Pandas Query Component

The Pandas query component is designed to filter the data by applying pandas query on it.

All component configurations are classified broadly into the following sections:

Follow the steps given in the demonstration to configure the Pandas Query component.

Steps to Configure the Pandas Query Component

This component helps the users to get data as per the entered query.

The transformation component requires an input event (to get the data) and sends the data to an output event.
Create two Events and drag them to the Workspace.
Connect the input event and the output event to the component (The data in the input event can come from any Ingestion, Reader, or shared events).

The Basic Information tab opens by default while clicking the dragged component.

Select an Invocation type from the drop-down menu to confirm the running mode of the Pandas Query component. Select ‘Real-Time’ or ‘Batch’ from the drop-down menu.
Deployment Type: It displays the deployment type for the component. This field comes pre-selected.
Container Image Version: It displays the image version for the docker container. This field comes pre-selected.
Failover Event: Select a failover Event from the drop-down menu.
Batch Size (min 10): Provide the maximum number of records to be processed in one execution cycle (Min limit for this field is 10).

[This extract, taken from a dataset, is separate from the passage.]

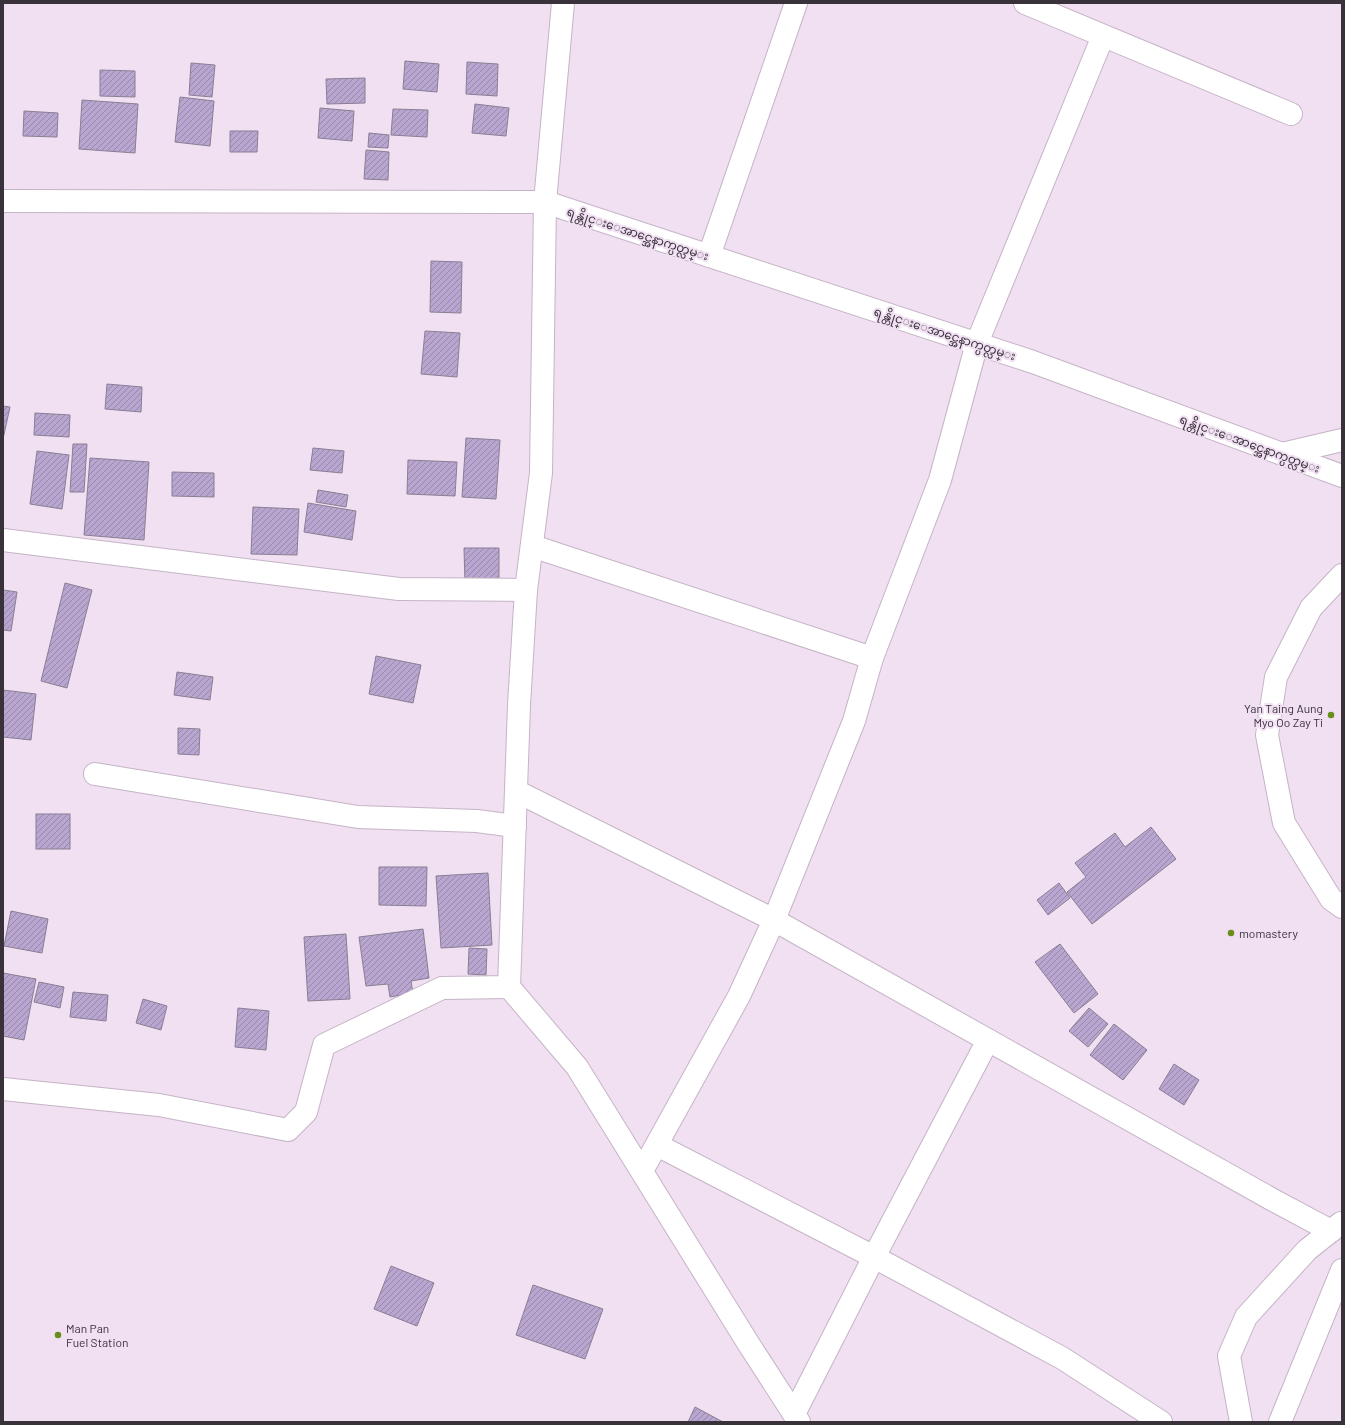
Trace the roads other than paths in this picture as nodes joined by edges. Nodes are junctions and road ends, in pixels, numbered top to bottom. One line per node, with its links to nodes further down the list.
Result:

Open the Meta Information tab and provide the connection-specific details.

Sample Pandas Query:

df[(df.gender=='Female') & (df.department=='Sales')]

In the above given Pandas Query, df is the table name which contains the data from previous event. It will fetch all the rows having gender= 'Female' and department= 'Sales'.

Click the Save Component in Storage icon to save the component properties.
A Notification message appears to notify the successful update of the component.

Please Note: The samples of Pandas Query are given below together with the SQL query for the same statements.

SQL Query

Pandas Query

select id from airports where ident = 'KLAX'

airports [airports.ident == 'KLAX'].id

select * from airport_freq where airport_ident = 'KLAX' order by type

airports[(airports.iso_region == 'US-CA') & (airports.type == 'seaplane_base')]

select type, count(*) from airports where iso_country = 'US' group by type having count(*) > 1000 order by count(*) desc

airports[airports.iso_country == 'US'].groupby('type').filter(lambda g: len(g) > 1000).groupby('type').size().sort_values(ascending=False)